Here is my uneducated, neive perspective about the only Steinway I have played. The local university I went to just in the last couple of years got a new Steinway, which I haven't played. However, the "old" Steinway they had when I went there was so different and "old", that outside of performance anxiety of course, I always felt I couldn't play well on it just because primarly the keys seemed so different. What I mean by different is the keys seemed "old" of course :laugh: , the keys seemed narrower, there seemed to be more space between the keys, the action of each key seemed not quite the same as the one next to it. Now, whether the keys were actually narrower and whether the keys had more space between each one may have merely been visual. But even visual appearance can "throw" a person off. Let's say compared to the Yamaha grands that the university had in the practice rooms and classrooms (of course those are the one's I hated because the action seemed too heavy :D ).

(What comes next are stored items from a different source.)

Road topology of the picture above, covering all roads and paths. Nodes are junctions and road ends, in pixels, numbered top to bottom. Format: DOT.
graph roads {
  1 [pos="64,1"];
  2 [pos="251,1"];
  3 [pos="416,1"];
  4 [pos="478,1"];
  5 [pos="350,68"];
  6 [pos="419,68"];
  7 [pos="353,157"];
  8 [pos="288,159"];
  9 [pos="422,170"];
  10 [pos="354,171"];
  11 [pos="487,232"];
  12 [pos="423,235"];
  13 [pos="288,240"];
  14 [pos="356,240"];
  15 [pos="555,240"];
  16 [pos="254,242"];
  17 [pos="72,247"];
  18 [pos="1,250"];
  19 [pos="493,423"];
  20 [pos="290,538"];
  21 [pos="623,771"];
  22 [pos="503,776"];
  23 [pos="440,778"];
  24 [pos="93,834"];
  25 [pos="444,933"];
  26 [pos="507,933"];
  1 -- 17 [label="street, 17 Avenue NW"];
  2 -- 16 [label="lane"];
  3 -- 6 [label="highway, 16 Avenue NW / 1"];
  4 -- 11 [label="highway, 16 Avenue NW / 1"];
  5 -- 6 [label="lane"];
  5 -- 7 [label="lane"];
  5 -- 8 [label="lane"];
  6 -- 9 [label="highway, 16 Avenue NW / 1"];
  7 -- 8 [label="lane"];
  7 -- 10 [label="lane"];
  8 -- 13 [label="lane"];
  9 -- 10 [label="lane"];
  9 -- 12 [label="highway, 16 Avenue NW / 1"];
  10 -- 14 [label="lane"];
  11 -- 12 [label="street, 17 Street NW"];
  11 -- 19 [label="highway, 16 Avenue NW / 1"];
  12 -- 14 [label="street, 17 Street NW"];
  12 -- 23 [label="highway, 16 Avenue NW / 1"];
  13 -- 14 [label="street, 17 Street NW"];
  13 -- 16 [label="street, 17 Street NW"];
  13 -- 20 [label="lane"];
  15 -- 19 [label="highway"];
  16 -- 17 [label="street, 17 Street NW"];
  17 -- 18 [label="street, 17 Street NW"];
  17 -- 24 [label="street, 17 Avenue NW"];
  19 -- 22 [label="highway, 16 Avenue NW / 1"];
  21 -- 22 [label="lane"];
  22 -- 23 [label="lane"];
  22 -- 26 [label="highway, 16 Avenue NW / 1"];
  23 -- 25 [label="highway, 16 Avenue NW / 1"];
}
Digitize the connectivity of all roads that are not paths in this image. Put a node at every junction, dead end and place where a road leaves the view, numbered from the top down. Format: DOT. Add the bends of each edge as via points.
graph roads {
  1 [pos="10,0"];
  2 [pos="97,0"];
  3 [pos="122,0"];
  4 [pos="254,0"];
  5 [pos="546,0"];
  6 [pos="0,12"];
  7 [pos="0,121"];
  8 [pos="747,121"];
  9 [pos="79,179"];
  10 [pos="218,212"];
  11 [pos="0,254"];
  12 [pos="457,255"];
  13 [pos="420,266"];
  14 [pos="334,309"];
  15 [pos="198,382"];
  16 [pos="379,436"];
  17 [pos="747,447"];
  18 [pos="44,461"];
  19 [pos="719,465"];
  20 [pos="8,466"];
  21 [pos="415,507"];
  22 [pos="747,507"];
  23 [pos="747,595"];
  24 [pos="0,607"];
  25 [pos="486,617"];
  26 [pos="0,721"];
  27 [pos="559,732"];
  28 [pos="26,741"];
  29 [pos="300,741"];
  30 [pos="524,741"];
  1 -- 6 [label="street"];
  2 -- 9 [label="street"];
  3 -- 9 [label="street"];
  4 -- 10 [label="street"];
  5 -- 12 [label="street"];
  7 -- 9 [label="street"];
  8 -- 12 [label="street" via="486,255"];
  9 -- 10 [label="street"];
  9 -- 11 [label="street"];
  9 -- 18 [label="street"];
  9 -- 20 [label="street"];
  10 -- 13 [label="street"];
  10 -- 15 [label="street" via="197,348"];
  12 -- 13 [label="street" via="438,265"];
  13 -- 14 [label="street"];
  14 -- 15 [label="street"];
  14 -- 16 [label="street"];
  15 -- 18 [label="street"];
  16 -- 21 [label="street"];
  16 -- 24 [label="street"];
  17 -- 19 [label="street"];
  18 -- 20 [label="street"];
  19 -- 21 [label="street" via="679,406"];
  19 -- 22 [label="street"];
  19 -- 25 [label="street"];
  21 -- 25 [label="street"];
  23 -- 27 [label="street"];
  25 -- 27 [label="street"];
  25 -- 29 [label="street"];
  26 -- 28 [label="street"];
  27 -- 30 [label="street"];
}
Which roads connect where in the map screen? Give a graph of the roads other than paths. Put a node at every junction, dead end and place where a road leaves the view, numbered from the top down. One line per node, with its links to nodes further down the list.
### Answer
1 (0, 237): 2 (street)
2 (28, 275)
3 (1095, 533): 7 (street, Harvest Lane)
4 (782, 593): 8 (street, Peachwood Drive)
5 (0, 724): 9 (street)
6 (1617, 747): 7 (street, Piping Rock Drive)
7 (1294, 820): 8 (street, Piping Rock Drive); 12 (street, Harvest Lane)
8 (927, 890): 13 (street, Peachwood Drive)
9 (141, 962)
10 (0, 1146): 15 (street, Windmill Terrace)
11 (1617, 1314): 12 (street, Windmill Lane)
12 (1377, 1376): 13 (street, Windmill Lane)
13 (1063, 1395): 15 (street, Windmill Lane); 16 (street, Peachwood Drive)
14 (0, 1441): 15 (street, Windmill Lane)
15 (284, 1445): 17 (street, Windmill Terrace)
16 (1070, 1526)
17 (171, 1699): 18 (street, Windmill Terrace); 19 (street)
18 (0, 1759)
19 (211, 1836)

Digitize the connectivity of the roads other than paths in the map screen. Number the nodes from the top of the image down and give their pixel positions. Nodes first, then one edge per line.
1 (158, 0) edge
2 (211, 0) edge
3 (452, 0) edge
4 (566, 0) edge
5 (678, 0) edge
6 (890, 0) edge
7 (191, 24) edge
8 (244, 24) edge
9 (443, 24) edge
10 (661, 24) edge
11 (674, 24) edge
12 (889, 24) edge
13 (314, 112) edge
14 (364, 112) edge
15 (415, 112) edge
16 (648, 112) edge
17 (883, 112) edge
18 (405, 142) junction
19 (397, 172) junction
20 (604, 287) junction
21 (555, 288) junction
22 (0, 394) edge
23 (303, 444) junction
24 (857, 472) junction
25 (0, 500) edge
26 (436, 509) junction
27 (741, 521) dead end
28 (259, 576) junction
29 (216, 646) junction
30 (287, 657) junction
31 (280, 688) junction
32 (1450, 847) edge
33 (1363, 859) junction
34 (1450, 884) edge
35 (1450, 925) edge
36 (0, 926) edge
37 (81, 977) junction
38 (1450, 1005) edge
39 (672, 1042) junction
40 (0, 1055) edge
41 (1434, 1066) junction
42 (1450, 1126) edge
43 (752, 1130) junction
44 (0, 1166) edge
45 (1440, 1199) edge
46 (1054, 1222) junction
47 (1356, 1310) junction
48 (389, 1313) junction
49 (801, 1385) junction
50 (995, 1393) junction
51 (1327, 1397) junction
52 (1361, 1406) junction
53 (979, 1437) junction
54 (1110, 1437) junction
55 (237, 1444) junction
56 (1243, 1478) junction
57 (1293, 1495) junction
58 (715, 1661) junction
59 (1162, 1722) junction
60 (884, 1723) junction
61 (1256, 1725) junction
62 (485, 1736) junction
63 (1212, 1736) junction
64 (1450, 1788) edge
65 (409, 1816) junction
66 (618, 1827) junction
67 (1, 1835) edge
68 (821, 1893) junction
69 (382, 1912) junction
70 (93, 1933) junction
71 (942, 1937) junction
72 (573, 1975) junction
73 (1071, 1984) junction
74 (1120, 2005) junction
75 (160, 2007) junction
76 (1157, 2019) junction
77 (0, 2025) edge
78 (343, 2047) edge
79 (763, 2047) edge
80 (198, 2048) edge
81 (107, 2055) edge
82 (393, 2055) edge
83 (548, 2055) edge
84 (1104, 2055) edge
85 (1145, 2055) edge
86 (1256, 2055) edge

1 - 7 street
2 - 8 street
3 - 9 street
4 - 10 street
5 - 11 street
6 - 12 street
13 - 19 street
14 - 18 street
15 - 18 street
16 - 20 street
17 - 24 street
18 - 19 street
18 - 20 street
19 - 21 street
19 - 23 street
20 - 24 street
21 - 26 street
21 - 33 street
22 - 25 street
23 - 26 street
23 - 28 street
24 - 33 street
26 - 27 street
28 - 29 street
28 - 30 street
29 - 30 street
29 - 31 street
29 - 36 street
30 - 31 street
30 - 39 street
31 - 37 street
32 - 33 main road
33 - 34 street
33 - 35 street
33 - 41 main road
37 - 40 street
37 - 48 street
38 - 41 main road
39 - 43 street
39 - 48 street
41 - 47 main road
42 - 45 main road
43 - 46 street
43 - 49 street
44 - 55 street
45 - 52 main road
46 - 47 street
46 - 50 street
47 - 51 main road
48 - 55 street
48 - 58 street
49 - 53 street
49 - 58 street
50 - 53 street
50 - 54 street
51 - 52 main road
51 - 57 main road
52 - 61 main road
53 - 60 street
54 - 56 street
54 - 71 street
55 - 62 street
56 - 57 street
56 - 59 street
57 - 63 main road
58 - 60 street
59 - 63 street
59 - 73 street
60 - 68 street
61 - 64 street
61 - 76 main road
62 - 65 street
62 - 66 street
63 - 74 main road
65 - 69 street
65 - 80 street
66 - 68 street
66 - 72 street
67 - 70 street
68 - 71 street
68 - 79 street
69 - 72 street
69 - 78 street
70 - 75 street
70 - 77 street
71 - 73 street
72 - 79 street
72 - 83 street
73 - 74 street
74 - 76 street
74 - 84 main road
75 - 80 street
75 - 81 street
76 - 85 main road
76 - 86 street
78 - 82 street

I have started using the university's hall for recitals and I was told I could just use the "old" Steinway for my recital so no one would have to meet me to unlock the cabinet for the new one. Next time perhaps I'll see if I can convince someone to let me use the new one.

Also there is a Steinway dealer that recently opened their business here. Maybe I'll have to go over and try some out. I haven't gone to piano dealers trying out pianos for years but the way everyone talks about various ones I'm not familiar with, my curiosity is up.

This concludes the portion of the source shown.